I coveteth your frenched fries

Recently I went to lunch with a friend from work. We both got the same meal, your basic burger and fries. They were both good, but they didn’t give us nearly enough fries. I’m a quick eater, and my friend had a lot to vent about, so I was done well before him. I was eyeing his food a little — I was still hungry.

Now I’m not a fat man at all, but I do keep an eye on the scale, and do always have to battle myself to not eat too much at a time, and not to eat food just because it’s sitting there. That’s the worst, just the sight of certain foods triggers Pavlovian responses. It probably says something that one of my most popular posts is about proper pizza terminology.

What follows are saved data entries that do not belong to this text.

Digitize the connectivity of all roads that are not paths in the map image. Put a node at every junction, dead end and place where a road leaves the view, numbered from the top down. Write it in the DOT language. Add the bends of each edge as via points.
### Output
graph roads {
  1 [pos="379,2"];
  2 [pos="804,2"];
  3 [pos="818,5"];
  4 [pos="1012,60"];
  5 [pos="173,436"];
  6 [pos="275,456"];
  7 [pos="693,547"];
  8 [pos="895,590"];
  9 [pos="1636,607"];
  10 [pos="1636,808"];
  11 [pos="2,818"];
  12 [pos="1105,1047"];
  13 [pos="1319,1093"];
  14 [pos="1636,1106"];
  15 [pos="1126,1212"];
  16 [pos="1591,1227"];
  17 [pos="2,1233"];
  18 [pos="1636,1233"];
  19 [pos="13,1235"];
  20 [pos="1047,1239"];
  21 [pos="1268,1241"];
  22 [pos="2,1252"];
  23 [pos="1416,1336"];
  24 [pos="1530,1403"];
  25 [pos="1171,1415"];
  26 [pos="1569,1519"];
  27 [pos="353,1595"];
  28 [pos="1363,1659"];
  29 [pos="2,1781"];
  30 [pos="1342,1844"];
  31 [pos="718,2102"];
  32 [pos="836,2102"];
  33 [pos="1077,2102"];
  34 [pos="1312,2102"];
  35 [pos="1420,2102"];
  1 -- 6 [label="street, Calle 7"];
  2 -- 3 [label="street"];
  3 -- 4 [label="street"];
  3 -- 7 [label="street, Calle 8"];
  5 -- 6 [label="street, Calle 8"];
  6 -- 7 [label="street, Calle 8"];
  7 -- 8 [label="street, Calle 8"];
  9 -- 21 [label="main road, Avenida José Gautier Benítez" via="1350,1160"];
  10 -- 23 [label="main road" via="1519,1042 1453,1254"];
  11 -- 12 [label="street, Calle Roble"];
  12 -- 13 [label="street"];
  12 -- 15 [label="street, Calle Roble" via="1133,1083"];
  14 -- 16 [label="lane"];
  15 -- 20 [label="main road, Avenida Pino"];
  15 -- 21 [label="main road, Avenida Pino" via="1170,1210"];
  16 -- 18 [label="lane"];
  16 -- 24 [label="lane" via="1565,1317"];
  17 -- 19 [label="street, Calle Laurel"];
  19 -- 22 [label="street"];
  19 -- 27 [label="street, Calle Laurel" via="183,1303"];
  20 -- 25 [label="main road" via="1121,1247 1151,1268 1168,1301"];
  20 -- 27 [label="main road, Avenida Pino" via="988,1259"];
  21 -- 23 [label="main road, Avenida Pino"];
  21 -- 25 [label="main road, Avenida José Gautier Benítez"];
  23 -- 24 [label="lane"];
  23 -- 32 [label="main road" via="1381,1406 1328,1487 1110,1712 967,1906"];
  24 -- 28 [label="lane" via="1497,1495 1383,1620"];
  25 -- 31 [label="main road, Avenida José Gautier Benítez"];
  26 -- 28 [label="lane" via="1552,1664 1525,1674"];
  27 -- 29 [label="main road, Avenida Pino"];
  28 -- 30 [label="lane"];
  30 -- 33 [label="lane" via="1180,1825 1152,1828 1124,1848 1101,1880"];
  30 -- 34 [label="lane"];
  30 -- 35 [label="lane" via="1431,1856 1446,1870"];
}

Anyhow, he finished the burger, but left his whole plate of fries. They were just sitting there while he talked. I couldn’t stop looking at them. What do you do?

Option 1) Show some self-restraint, you bloated pig. You just ate a whole meal. You don’t need anymore french fries, you really don’t. You work with him, the last thing you want is a rep as a glutton. Get a hold of yourself. Grow up.

Option 2) Just take some fries. It’s no big deal. He’s not going to eat them, he doesn’t care, why waste them? Grow up.

I went with the self-restraint option. So for the next ten minutes, half my brain conversed, while the other half thought about the french fries, and tried to keep my eyes from constantly going to the plate, and laughing at my lack of willpower, and thinking how hard it was to just not eat someone else’s french fries. It was awful.

But at last the check was paid. I got up to go. And that’s when he said,

“Hold on a second, I want to finish my drink. We’re in no rush.”

Arrrgghhh!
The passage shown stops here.